Echoes of a Quiet War

He lay flat on his back, phone held above his face, the blue light carving shadows into the ceiling.

Arun scrolled slowly, the screen reflecting in his tired eyes. His arm trembled slightly, but he didn’t lower it, just not yet. Around him, the room was silent except for the soft breathing of his wife and daughters. The little one clung to her mother’s night gown like it was her last support. The other lay curled against Arun’s side, a thumb inside her mouth.

The fan above sounded in an off-beat rhythm. The corner bulb flickered but hadn’t died yet, a survivor, like the family in this room.

His mind floated back to an hour earlier, when he’d entered their building’s cracked main gate. The alley outside was darker than usual. Some bulbs had gone out days ago, others had been stolen. He knew it wasn’t safe for his wife to come home from the late shift and not safe for his daughters when they would start going to school alone.

But the rent was “manageable,” which in Mumbai meant “bad but livable.”

He had unlocked the door with quiet hands, slipped past the creaking wooden floor, and entered the only sanctuary they could afford: a small flat that fit four people and their unfinished dreams. He had seen his daughters sleeping on the floor mattress, schoolbooks scattered like fallen cards. His wife had dozed off with her head on the table, half-finished grocery list open, pen still in hand.

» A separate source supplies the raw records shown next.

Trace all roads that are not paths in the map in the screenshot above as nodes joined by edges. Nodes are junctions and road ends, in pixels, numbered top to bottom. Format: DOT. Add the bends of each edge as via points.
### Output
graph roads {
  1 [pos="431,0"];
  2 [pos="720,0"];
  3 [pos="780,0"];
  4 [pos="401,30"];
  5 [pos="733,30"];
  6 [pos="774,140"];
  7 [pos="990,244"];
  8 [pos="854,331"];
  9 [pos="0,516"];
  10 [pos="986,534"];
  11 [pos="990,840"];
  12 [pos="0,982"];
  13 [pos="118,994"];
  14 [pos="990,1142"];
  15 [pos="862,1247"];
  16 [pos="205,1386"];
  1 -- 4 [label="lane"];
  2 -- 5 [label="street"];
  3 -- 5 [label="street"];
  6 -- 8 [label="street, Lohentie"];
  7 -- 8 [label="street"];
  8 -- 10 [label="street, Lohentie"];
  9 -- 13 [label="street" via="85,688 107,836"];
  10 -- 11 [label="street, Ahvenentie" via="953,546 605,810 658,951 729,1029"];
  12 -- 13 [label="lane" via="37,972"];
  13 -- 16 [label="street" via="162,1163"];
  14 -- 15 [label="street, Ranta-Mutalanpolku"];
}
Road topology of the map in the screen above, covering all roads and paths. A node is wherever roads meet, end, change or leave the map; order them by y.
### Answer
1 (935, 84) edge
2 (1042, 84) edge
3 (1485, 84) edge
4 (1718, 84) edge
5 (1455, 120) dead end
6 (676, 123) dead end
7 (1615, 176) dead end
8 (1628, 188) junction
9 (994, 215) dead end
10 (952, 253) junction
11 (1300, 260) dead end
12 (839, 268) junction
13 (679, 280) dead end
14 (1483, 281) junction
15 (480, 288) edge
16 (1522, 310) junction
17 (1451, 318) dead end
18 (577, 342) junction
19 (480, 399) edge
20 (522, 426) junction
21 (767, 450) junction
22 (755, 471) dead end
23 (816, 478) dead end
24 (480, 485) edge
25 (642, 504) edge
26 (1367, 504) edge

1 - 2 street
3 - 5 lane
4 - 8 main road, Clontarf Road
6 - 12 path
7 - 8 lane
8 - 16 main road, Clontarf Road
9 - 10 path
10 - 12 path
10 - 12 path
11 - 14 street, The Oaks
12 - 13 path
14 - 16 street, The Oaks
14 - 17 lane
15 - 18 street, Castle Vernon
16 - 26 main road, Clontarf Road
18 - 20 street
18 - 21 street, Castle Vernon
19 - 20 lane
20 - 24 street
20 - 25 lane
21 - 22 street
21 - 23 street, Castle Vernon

So he entered, woke them up gently, and carried each one from where they had fallen asleep waiting for him. He tucked them into bed and lay down beside them.

That image of dim light, quiet breath, unfinished lists, stayed with him as he lay on the bed, doomscrolling under a blanket patched with holes.

He saw the tweet:

“One genius said: Let’s attack India!
Why? If we lose – India gets our provinces, gives us food, jobs, roads, IPL, Bollywood, passports…
we become a booming economy overnight!”

He read it once. Then again.

And then, he laughed.

The sound started with a short, sharp one, more like a cough, but bitter. Then a fuller one. A chuckle stained with something sour. His chest trembled. He slapped the phone on his chest, covering his face with his other hand. The laugh kept coming. Quiet, half-insane.

Because it was funny.

And because it was not.

Because in that single tweet, Harsh Goenka had captured the madness of it all, the strange economy of war, the surreal exchange of blood for branding and borders for Bollywood.

What if Pakistan lost and “won” a better life?

What if India won after a prolonged war and men like him still lost? lost jobs, stability, peace of mind, children to fear?

And what if, somehow, he was part of the war, not in uniform, but in the price of onions, in the stability of the rupee, in the taxes sliced off before he even saw his salary?

This was not a war of missiles. This was a war of daily markets.

A war where a businessman’s tweet hit harder than most press conferences.

He sat up carefully not to wake anyone, and took a sip from the bottle of water by his bedside. It tasted metallic.

His daughter stirred in her sleep and curled into him again. He stroked her hair absentmindedly.

“Will she grow up in a safer place?” he wondered. “Or just a louder violent one?”

The war was far away. And yet, right here.

In the flat, In the fridge that broke last week, In the rising fees at her school, In the empty space where a second income should’ve been and in every WhatsApp forward that painted enemies as a devil’s worst creation and heroes as god’s greatest gift.

He looked at the tweet one more time, smiled, this time slower, softer. Not out of amusement, but recognition.

Yes, he was part of this. So were they all. His lovely family.

They were not soldiers, just sleepers in the shadow of it all..

He locked the phone, placed it face down, and lay back. The fan ticked on. His wife murmured something in her sleep. The city outside waited for tomorrow’s headlines.

And Arun, now a little more awake than before, closed his eyes.

Somewhere between fear and fatigue, a new thought crept in:

“If we win, maybe, just maybe, the price of tomatoes will go down.

That can bring a better, fulfilled smile in me.”